Me lo vedo il Canadese nella sua versione “scienziato pazzo” (il physique du rôle ormai ce l’ha) che ridacchia istericamente mentre aggiunge rumori assortiti (ora in sincrono e ora no) di animali e natura (mucche e grilli, corvi, tacchini e quant’altro, uno scrosciare di pioggia e un frangersi di risacca) a quello che sarebbe stato se no un canonico e pletorico, l’ennesimo, live. Vuoi vedere che qualcuno parlerà di “esperimenti ambient”? Ih ih ih. E, non pago, decide di suggellare un doppio di novantasette minuti con una Love And Only Love di ventotto che subito conquista la vetta di un’ipotetica lista di incisioni più inutili mai date alle stampe dal nostro uomo. Potrebbe, rovinosamente e misericordiosamente, congedarsi a 15’30” e invece no. Dopo un falso finale riprende e ci estenua fino alla durata di cui sopra. Ih ih ih. Ma Neil Young è (anche) questo: prendere o lasciare.

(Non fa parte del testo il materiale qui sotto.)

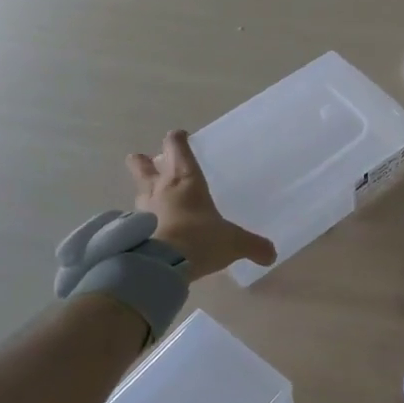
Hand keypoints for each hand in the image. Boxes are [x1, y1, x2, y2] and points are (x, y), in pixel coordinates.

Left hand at [128, 131, 276, 281]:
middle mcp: (161, 188)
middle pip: (142, 164)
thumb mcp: (233, 243)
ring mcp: (143, 208)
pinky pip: (134, 217)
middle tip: (149, 160)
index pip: (177, 148)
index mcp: (186, 180)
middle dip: (144, 160)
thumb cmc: (199, 239)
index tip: (181, 137)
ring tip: (151, 194)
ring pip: (138, 189)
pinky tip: (148, 227)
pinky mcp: (131, 230)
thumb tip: (272, 254)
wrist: (160, 265)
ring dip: (143, 188)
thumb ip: (253, 246)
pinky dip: (140, 219)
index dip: (178, 139)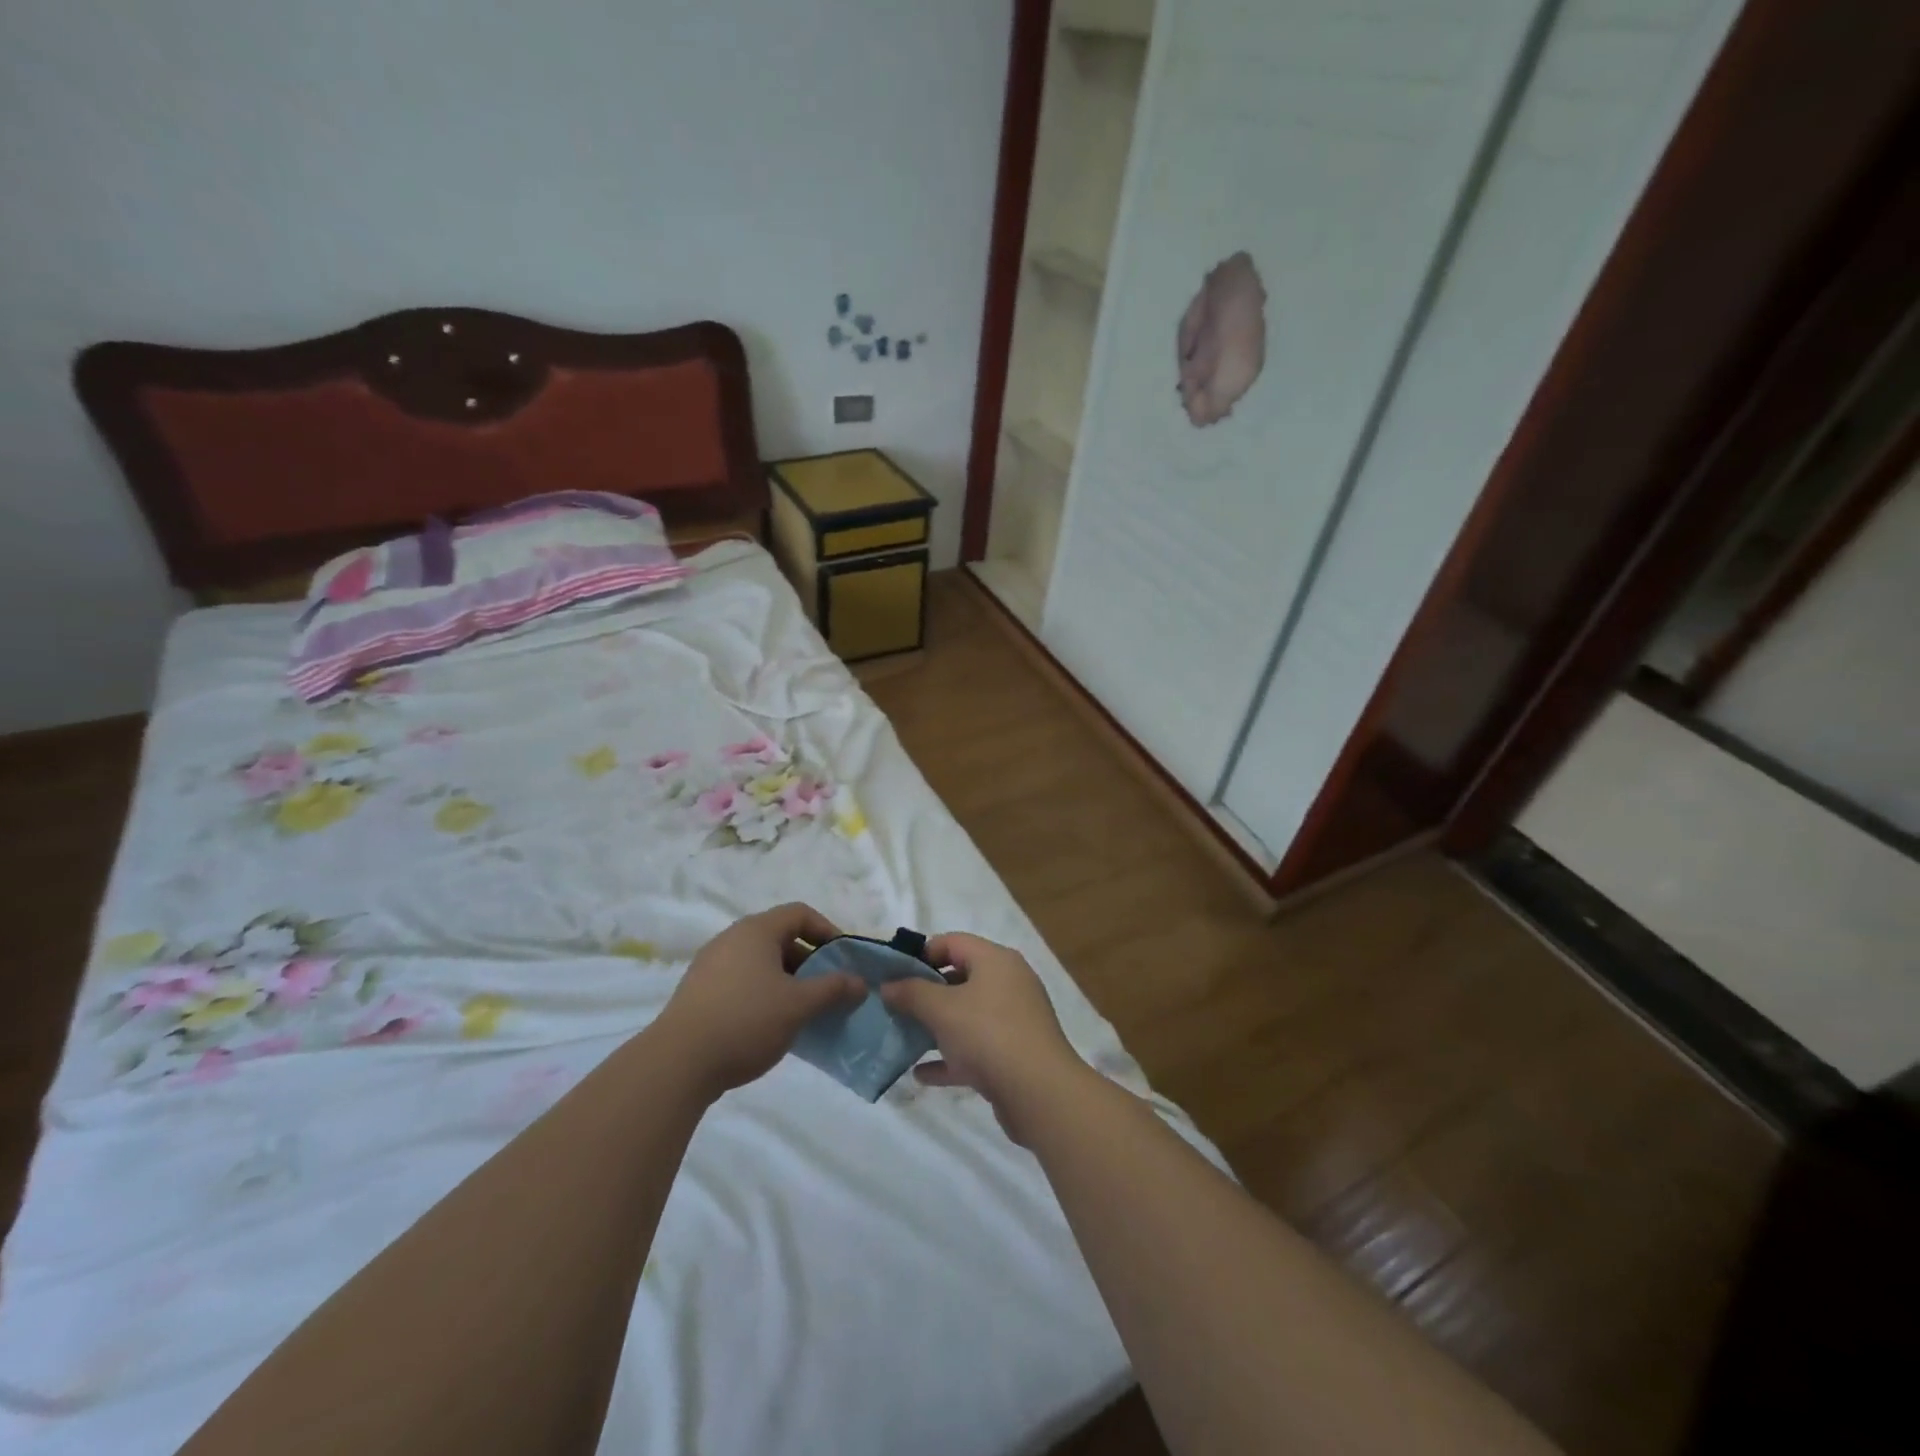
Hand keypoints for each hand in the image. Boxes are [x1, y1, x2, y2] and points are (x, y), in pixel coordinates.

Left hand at [656, 904, 865, 1096]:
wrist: (677, 1064)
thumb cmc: (746, 1020)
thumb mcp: (799, 1005)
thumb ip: (833, 989)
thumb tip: (861, 983)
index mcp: (756, 930)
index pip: (800, 913)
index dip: (827, 930)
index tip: (843, 959)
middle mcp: (731, 939)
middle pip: (780, 938)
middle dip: (810, 961)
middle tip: (828, 989)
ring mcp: (711, 965)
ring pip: (761, 963)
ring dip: (788, 981)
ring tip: (803, 1011)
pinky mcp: (698, 993)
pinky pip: (742, 982)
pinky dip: (764, 994)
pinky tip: (771, 1025)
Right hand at [879, 933, 1084, 1142]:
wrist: (1039, 1093)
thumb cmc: (988, 1035)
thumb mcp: (941, 1009)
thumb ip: (911, 993)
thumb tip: (888, 985)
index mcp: (996, 961)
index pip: (953, 942)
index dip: (921, 954)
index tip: (894, 975)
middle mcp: (1008, 983)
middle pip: (960, 978)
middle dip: (926, 994)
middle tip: (895, 1008)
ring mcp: (1014, 1020)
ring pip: (967, 1015)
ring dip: (936, 1027)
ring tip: (904, 1038)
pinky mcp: (1014, 1054)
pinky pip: (976, 1048)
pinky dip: (951, 1057)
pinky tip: (922, 1074)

Nel caso prendiate, quella che vi ritroverete fra le mani è una testimonianza del tour con il quale è stato promosso l’ultimo lavoro in studio, il non trascendentale (per quanto con occasionali lampi di brillantezza, che qui ovviamente non ci sono) “The Monsanto Years”. Come è successo altre volte quando Young ha deciso di fare a meno dei Crazy Horse, ci si chiede perché i sostituti – in questo caso i giovanotti Promise Of The Real, ghenga guidata da due rampolli di Willie Nelson – al loro meglio provino a farsi copia conforme proprio del sunnominato trio. Lo capite voi? Ih ih ih. Opera grossolanamente a tema e il tema è l’ecologia, “Earth” rifugge naturalmente la trappola del “Greatest Hits” (l’unico brano celebre è After The Gold Rush) e se non altro al fan terminale si raccomanda per un Vampire Blues pigramente graffiante e per il caracollare campagnolo di Human Highway.
Pubblicato per la prima volta su “Audio Review”, n.378, agosto 2016.
Visti a Padova a luglio, devo dire che dal vivo l’effetto Crazy Horse cala assai. Ho visto molti concerti del canadese ed è stato uno dei migliori, soprattutto se paragonato a quelli monolitici (e monotoni) del 2013/2014. Repertorio vario e suggestivo, da Old Man e Here We Are In The Years c’è stato di tutto. Nei pezzi di epoca Springfield addirittura hanno ricreato non so come quel suono là (proprio quello). Insomma, niente a che vedere con questo Earth.
Ciao, penso che il miglior commento sonoro a questo disco sia la risata “da erba” di neil prima di flying on the ground sull’enorme live at cellar door.